China is trying to stabilise its supply chains to maintain its industrial output and boost consumption as the economy slows dramatically in the face of its draconian zero-Covid policy.
Jin Zhuanglong, the new Minister for Industry and Information Technology, told a ministerial conference on Friday that boosting consumption and pushing for technological advances in key sectors should be a priority, China News Service reported.
This is the second meeting of the ministry this week to discuss methods to boost economic growth as figures for July and August show the country’s industrial production is stagnating.
China’s industrial sector is a key driver of the economy and has been a major source of investment for multinational manufacturers of products such as cars, appliances and hi-tech hardware since the 1980s.
China reported 3.5 per cent growth in industrial output between January to July compared with the same period last year. The manufacturing value added in the first six months this year took up 28.8 per cent of national output, a 1.4 per cent increase compared with last year.
On Friday Jin called for policies to enhance consumer confidence and efforts to advance consumer technology to boost spending.
“A new batch of new energy vehicles, household appliances, product trade-ins and environmentally friendly construction materials should be promoted in rural areas,” Jin said.
Jin said there should be more international cooperation to stabilise supply chains and to push for core technology breakthroughs, but did not name any specific countries.
Industrial production grew by 3.8 per cent year-on-year in July, below the forecast of 4.3 per cent. Other data indicates industrial activity is “likely to remain weak” in August due to deteriorating consumer sentiment and new virus outbreaks.

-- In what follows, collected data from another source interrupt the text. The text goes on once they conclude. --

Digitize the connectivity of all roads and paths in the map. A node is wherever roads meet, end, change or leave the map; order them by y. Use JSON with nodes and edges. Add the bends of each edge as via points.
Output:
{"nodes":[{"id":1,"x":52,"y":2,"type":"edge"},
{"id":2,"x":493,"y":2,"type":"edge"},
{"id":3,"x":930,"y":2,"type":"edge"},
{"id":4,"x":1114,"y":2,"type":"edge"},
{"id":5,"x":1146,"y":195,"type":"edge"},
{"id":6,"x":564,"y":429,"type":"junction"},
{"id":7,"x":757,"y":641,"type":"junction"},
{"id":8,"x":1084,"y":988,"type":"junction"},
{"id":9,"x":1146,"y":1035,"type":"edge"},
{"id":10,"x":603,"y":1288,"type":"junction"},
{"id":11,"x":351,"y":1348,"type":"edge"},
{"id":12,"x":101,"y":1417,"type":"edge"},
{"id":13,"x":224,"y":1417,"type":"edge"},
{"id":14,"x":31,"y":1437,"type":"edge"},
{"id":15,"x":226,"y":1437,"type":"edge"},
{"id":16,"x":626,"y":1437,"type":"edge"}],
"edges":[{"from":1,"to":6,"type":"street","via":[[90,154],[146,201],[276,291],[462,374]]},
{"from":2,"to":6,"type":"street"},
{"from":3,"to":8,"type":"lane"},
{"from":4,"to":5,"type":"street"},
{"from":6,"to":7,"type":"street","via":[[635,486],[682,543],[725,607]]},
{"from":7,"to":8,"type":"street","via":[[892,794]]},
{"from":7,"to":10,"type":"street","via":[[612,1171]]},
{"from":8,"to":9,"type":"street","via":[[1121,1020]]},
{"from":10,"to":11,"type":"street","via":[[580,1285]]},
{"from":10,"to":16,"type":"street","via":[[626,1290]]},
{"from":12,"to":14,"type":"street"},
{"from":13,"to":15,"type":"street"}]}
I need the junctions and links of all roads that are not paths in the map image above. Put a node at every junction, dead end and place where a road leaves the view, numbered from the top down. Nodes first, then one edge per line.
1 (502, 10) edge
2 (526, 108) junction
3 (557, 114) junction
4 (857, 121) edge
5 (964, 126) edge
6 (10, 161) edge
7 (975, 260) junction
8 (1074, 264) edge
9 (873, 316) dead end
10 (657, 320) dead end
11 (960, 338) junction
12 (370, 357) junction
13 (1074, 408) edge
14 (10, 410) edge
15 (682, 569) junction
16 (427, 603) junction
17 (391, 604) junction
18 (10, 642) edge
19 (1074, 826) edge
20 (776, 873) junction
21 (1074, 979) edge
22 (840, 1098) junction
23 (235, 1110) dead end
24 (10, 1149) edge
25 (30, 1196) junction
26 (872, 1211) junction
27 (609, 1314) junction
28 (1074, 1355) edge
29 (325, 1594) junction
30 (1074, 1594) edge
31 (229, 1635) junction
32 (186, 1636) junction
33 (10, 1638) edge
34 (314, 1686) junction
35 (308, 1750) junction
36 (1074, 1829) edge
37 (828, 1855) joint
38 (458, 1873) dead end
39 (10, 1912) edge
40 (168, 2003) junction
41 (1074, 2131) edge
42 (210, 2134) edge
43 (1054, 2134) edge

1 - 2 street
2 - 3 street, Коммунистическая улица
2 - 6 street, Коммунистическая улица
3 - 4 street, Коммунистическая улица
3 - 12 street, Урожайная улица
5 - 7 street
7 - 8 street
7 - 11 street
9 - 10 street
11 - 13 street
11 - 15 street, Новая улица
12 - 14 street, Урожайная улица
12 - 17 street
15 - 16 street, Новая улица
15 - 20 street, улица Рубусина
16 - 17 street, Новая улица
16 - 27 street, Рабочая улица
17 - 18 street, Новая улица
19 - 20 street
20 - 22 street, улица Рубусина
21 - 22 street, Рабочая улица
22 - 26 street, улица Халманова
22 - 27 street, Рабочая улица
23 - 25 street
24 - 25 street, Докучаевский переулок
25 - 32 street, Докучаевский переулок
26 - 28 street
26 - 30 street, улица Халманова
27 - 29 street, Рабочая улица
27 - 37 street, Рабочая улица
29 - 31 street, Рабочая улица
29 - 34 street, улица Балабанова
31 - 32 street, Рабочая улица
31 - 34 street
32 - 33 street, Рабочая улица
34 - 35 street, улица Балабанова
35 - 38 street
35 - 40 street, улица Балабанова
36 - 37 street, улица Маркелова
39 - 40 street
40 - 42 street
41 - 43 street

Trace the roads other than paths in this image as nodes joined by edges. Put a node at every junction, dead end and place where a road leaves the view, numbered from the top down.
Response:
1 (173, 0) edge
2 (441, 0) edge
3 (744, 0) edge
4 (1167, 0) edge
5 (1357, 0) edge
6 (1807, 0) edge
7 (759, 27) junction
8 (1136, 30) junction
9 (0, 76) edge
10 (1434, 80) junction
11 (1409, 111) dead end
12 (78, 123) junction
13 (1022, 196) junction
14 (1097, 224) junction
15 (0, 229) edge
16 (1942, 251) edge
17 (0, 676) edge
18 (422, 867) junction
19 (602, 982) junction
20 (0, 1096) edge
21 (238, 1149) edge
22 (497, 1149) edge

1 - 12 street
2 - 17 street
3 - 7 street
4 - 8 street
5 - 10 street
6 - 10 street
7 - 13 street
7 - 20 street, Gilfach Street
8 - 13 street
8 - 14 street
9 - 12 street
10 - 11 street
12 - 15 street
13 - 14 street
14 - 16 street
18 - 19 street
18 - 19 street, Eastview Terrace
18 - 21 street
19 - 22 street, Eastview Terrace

Last week, Premier Li Keqiang offered support to entrepreneurs, new energy vehicles and technology during a trip to Shenzhen, which said was one of China’s most “important and strategic regions” to shore up the economy.
The premier set an annual growth target of around 5.5 per cent in March but has since admitted China is unlikely to meet this target after the national economy grew by only 0.4 per cent in the second quarter compared with a year earlier as Covid lockdowns took their toll on the economy.
Growth forecasts for China this year have been slashed by global investment banks to 2.8 and 3.3 per cent as the economy struggles to overcome a host of problems including a property market slump and mortgage strikes.
Other policies announced by the industry ministry on Friday included efforts to support the specialised development of small and medium enterprises, expand new technological sectors – including AI, robotics, and high-end medical and electronic products – and improve 5G infrastructure.
But another challenge comes from the ongoing heatwave, the worst in six decades, which has seen temperatures pass 40 degrees Celsius (104 Fahrenheit) in some of the most heavily populated parts of the country – putting an enormous strain on power supplies.
In Sichuan, one of the harder-hit provinces, industry has been shut down to ensure households have enough power to stay cool.
Separately on Friday, vice-premier Hu Chunhua told a teleconference that greater efforts should be made to create new jobs while ensuring existing jobs, according to state news agency Xinhua.